AI can track each and every moment in the flight deck. Good behaviour can be rewarded and bad can be reprimanded. AI is not a slave but plays multiple roles of the PM, friend, company, regulator, engineer, dispatcher etc. Therefore AI is is critical support function.

AI and safety

The role of the Co-pilot as a pilot monitoring(PM) or supporting pilot is very important in terms of safety of the flight. The PM not only performs key procedural actions & functions but also monitors the actions of the Captain or pilot flying (PF). The PM performs critical checklists, gives essential call outs, cross checks the actions of the PF.

The PM is able to detect subtle incapacitation and also when the PF is fixated. If the flight is unstable or performs a long float which affects safety, the PM can detect and give critical callouts thereby helping the PF to make a judicious decision and mitigate the threat.

Human biases and ego

Humans behave differently with other humans as compared to machines. The whole concept of CRM in the SHELL model is about the human interaction with other elements.

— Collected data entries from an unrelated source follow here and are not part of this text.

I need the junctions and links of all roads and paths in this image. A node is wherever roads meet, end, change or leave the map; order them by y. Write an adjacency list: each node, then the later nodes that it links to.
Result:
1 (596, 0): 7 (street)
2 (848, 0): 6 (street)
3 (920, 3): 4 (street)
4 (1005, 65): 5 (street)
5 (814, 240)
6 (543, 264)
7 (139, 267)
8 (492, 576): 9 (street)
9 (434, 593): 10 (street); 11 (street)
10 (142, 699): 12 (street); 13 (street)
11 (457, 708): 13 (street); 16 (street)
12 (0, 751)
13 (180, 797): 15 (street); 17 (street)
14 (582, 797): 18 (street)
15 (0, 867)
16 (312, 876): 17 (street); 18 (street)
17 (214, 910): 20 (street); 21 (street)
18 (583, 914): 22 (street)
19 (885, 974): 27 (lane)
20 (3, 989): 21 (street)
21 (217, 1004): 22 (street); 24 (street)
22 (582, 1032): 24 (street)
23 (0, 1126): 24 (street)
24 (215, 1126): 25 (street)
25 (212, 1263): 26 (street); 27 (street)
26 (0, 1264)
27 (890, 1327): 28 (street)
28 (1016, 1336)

Bias typically arrives along with real world data; as long as our society exhibits negative biases, we’ll see these reflected in the data we collect. The most potent (and probably most unrealistic) way to change this state of affairs is to eliminate bias from the dataset. In other words, we all need to become better people overnight or in some very short period of time.

Fortunately, there’s another option. We can build AI that reinforces positive attributes a reality, today, through programmatic product design choices, which puts the burden on a few good (wo)men.

In the cockpit there is a constant struggle between the pilots to prove who is superior and how much authority is wielded by the person in-charge. Human factor is a leading contributor in most of the accidents/incidents.

E.g. in the event of an unstable approach the PF can be held responsible for mismanaging the aircraft energy but at the same time the PM is equally responsible for not being assertive enough to force the PF to err on the side of safety and mitigate the threat faced in the situation. Fear of authority, inexperience or complacency are some of the reasons for the PM not to act according to SOP’s.

AI can be trained to detect the PF’s physiological state, the retinal & head scan can easily detect fatigue, fixation, incapacitation. The AI can give soft and hard call outs and take over limited controls if the PF breaches safety parameters. It is like the Airbus flight envelope which prevents the PF from exceeding the parameters.

mindFly analysis

We can accelerate good behavior and eliminate many socially unacceptable biases through AI product design choices. It is not about eliminating the role of the co-pilot but ensuring that more safer systems are built. Traffic density can be increased by giving the airlines the option to fly more aircrafts allowing them to employ more pilots.

With AI as a co-pilot, the behaviour of the Captains will also change and the presence of AI will be a constant reminder to the Captain to act responsible and comply with instructions at all times. It will also allow detect fatigue levels and record real time data of the pilots physiology and events happening inside the cockpit for investigations if there are any.